##### DATASET RECORDS

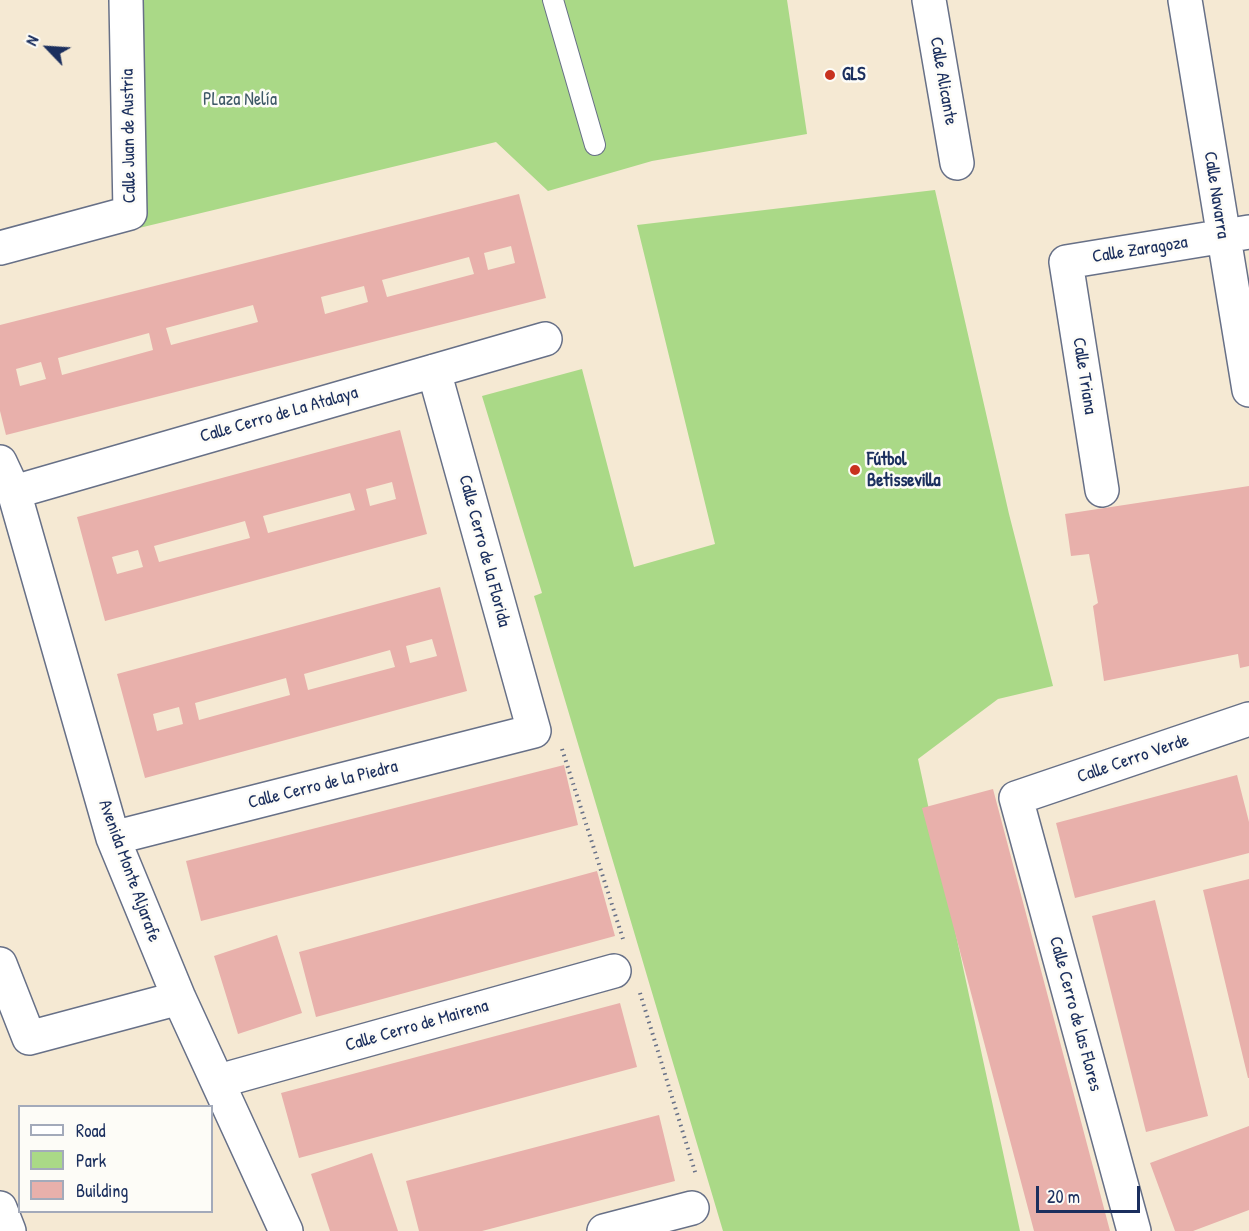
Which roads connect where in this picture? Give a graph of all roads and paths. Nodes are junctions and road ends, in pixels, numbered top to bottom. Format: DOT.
graph roads {
  1 [pos="126,0"];
  2 [pos="553,0"];
  3 [pos="929,0"];
  4 [pos="1185,0"];
  5 [pos="595,145"];
  6 [pos="957,162"];
  7 [pos="1236,234"];
  8 [pos="1,248"];
  9 [pos="1066,262"];
  10 [pos="545,339"];
  11 [pos="434,371"];
  12 [pos="1249,390"];
  13 [pos="0,462"];
  14 [pos="1102,490"];
  15 [pos="14,492"];
  16 [pos="1249,720"];
  17 [pos="534,731"];
  18 [pos="1016,798"];
  19 [pos="113,838"];
  20 [pos="0,964"];
  21 [pos="623,969"];
  22 [pos="178,998"];
  23 [pos="219,1081"];
  24 [pos="0,1208"];
  25 [pos="692,1208"];
  26 [pos="9,1231"];
  27 [pos="286,1231"];
  28 [pos="604,1231"];
  29 [pos="1134,1231"];
  1 -- 8 [label="street, Calle Juan de Austria"];
  2 -- 5 [label="lane"];
  3 -- 6 [label="street, Calle Alicante"];
  4 -- 7 [label="street, Calle Navarra"];
  7 -- 9 [label="street, Calle Zaragoza"];
  7 -- 12 [label="street, Calle Navarra"];
  9 -- 14 [label="street, Calle Triana"];
  10 -- 11 [label="street, Calle Cerro de La Atalaya"];
  11 -- 15 [label="street, Calle Cerro de La Atalaya"];
  11 -- 17 [label="street, Calle Cerro de la Florida"];
  13 -- 15 [label="street, Avenida Monte Aljarafe"];
  15 -- 19 [label="street, Avenida Monte Aljarafe"];
  16 -- 18 [label="street, Calle Cerro Verde"];
  17 -- 19 [label="street, Calle Cerro de la Piedra"];
  17 -- 21 [label="path"];
  18 -- 29 [label="street, Calle Cerro de las Flores"];
  19 -- 22 [label="street, Avenida Monte Aljarafe"];
  20 -- 22 [label="street"];
  21 -- 23 [label="street, Calle Cerro de Mairena"];
  21 -- 25 [label="path"];
  22 -- 23 [label="street, Avenida Monte Aljarafe"];
  23 -- 27 [label="street, Avenida Monte Aljarafe"];
  24 -- 26 [label="street"];
  25 -- 28 [label="street"];
}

##########

- WHAT TO PRODUCE:
Extract all the entries word for word; omit any pictures.

- SOLUTION:
Which roads connect where in this picture? Give a graph of all roads and paths. Nodes are junctions and road ends, in pixels, numbered top to bottom. Format: DOT.
graph roads {
  1 [pos="126,0"];
  2 [pos="553,0"];
  3 [pos="929,0"];
  4 [pos="1185,0"];
  5 [pos="595,145"];
  6 [pos="957,162"];
  7 [pos="1236,234"];
  8 [pos="1,248"];
  9 [pos="1066,262"];
  10 [pos="545,339"];
  11 [pos="434,371"];
  12 [pos="1249,390"];
  13 [pos="0,462"];
  14 [pos="1102,490"];
  15 [pos="14,492"];
  16 [pos="1249,720"];
  17 [pos="534,731"];
  18 [pos="1016,798"];
  19 [pos="113,838"];
  20 [pos="0,964"];
  21 [pos="623,969"];
  22 [pos="178,998"];
  23 [pos="219,1081"];
  24 [pos="0,1208"];
  25 [pos="692,1208"];
  26 [pos="9,1231"];
  27 [pos="286,1231"];
  28 [pos="604,1231"];
  29 [pos="1134,1231"];
  1 -- 8 [label="street, Calle Juan de Austria"];
  2 -- 5 [label="lane"];
  3 -- 6 [label="street, Calle Alicante"];
  4 -- 7 [label="street, Calle Navarra"];
  7 -- 9 [label="street, Calle Zaragoza"];
  7 -- 12 [label="street, Calle Navarra"];
  9 -- 14 [label="street, Calle Triana"];
  10 -- 11 [label="street, Calle Cerro de La Atalaya"];
  11 -- 15 [label="street, Calle Cerro de La Atalaya"];
  11 -- 17 [label="street, Calle Cerro de la Florida"];
  13 -- 15 [label="street, Avenida Monte Aljarafe"];
  15 -- 19 [label="street, Avenida Monte Aljarafe"];
  16 -- 18 [label="street, Calle Cerro Verde"];
  17 -- 19 [label="street, Calle Cerro de la Piedra"];
  17 -- 21 [label="path"];
  18 -- 29 [label="street, Calle Cerro de las Flores"];
  19 -- 22 [label="street, Avenida Monte Aljarafe"];
  20 -- 22 [label="street"];
  21 -- 23 [label="street, Calle Cerro de Mairena"];
  21 -- 25 [label="path"];
  22 -- 23 [label="street, Avenida Monte Aljarafe"];
  23 -- 27 [label="street, Avenida Monte Aljarafe"];
  24 -- 26 [label="street"];
  25 -- 28 [label="street"];
}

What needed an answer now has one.